Biographical/Historical Note
Luigi Pesce (1827-1864) a Neapolitan lieutenant colonel and amateur photographer, was
employed by Nasir al-Din Shah, beginning in 1848, to modernize the Persian army, and
eventually became commander-in-chief of its infantry. Pesce took the earliest documented
photographs of Persepolis (and some of the earliest photographs of Tehran), for which he was
awarded an Honorable Mention at the 1862 International Exhibition in London.
Photography was introduced into Persia (modern Iran) in 1844 by the Frenchman Jules
Richard, whom the Shah had charged with the task of recording the ancient Achaemenid site of
Persepolis. When Richard failed to carry out the task, Pesce took the initiative, and, as he
recorded in the album that he presented to the Shah in 1858 (now in the Golestan Palace
collection, Tehran), "There has yet been no one from the West who has captured the images of
the ruins by photography.
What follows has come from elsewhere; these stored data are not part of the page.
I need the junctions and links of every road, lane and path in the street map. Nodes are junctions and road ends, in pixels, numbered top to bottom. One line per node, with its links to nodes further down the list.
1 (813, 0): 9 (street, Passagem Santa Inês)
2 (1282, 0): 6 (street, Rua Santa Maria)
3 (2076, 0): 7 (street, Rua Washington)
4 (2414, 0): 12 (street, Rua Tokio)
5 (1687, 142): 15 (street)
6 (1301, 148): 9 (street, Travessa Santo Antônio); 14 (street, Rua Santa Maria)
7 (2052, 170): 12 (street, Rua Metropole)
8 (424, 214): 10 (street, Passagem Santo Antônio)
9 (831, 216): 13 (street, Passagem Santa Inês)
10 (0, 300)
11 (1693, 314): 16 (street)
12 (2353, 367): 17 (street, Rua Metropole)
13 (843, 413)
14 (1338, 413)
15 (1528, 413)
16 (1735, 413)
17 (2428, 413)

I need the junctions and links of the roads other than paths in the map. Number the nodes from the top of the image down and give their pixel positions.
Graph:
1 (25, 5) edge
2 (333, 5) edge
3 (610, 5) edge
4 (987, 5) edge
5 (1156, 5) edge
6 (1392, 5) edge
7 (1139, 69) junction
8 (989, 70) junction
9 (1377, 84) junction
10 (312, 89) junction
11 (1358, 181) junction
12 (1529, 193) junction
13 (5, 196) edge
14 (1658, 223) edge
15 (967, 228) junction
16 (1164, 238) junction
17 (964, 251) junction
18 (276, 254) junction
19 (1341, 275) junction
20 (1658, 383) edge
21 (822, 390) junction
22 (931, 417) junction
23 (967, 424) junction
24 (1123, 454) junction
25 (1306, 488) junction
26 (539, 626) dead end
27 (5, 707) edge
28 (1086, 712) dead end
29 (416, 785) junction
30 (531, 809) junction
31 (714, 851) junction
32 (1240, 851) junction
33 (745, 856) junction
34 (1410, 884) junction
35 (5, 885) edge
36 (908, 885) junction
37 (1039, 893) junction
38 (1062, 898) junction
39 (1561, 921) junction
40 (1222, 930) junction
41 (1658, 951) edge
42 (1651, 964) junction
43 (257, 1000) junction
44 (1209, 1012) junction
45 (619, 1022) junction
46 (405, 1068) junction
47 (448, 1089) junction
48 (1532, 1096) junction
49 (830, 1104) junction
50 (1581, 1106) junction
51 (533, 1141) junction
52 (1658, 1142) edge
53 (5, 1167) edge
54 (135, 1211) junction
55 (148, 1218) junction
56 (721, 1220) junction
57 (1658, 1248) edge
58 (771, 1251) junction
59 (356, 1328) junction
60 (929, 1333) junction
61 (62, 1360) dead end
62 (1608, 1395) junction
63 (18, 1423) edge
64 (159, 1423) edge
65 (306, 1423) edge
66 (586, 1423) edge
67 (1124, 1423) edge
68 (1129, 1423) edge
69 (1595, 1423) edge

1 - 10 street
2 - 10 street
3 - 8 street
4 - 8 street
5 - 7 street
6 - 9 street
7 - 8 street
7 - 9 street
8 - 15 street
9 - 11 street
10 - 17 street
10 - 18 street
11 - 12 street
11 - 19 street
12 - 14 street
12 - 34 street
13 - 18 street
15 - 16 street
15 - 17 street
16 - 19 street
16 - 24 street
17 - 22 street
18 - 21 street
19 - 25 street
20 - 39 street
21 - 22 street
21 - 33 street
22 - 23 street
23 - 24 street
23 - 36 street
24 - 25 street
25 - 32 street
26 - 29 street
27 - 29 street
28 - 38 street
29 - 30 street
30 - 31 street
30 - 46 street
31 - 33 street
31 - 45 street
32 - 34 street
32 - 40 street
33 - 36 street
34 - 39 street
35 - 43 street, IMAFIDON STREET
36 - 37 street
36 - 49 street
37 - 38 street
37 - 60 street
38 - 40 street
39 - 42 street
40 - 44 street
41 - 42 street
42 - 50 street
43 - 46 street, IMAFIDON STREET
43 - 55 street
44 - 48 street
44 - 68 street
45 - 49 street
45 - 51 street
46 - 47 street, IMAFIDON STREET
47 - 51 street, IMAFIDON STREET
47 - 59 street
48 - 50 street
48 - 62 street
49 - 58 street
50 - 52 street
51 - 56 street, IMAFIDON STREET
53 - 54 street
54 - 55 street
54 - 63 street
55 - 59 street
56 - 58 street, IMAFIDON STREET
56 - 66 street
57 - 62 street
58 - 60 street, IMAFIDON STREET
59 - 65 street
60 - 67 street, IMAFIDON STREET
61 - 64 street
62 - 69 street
Therefore, it is for the first time that your servant took
photographs of the reliefs and ruined edifices of Takht-e-Jamshid and presented them to His
Majesty."
Luigi Pesce also presented an album of his photographs to Sir Henry Creswicke Rawlinson
(1810-1895) at the conclusion of Rawlinson's brief tenure as British ambassador to the Qajar
court (1859-1860). Rawlinson was a British East India Company army officer, diplomat,
Orientalist, and philologist who has been called the "father of Assyriology." He was posted
first in India and then to the Persian court, beginning in 1835. There he transcribed and
translated the trilingual cuneiform texts that Darius the Great caused to be inscribed on
the rock of Behistun at Tāq-e Bostān. Rawlinson's "Memoir on the Babylonian and Assyrian
Inscriptions," published in the Journal of the Royal Asiatic Society
of Great Britain and Ireland, volume 14 (1851), which comprises a copy of the
Babylonian inscriptions at Behistun in the original characters along with an interlined
transliteration and a Latin translation, is considered to be his most significant
contribution to the field of Assyriology.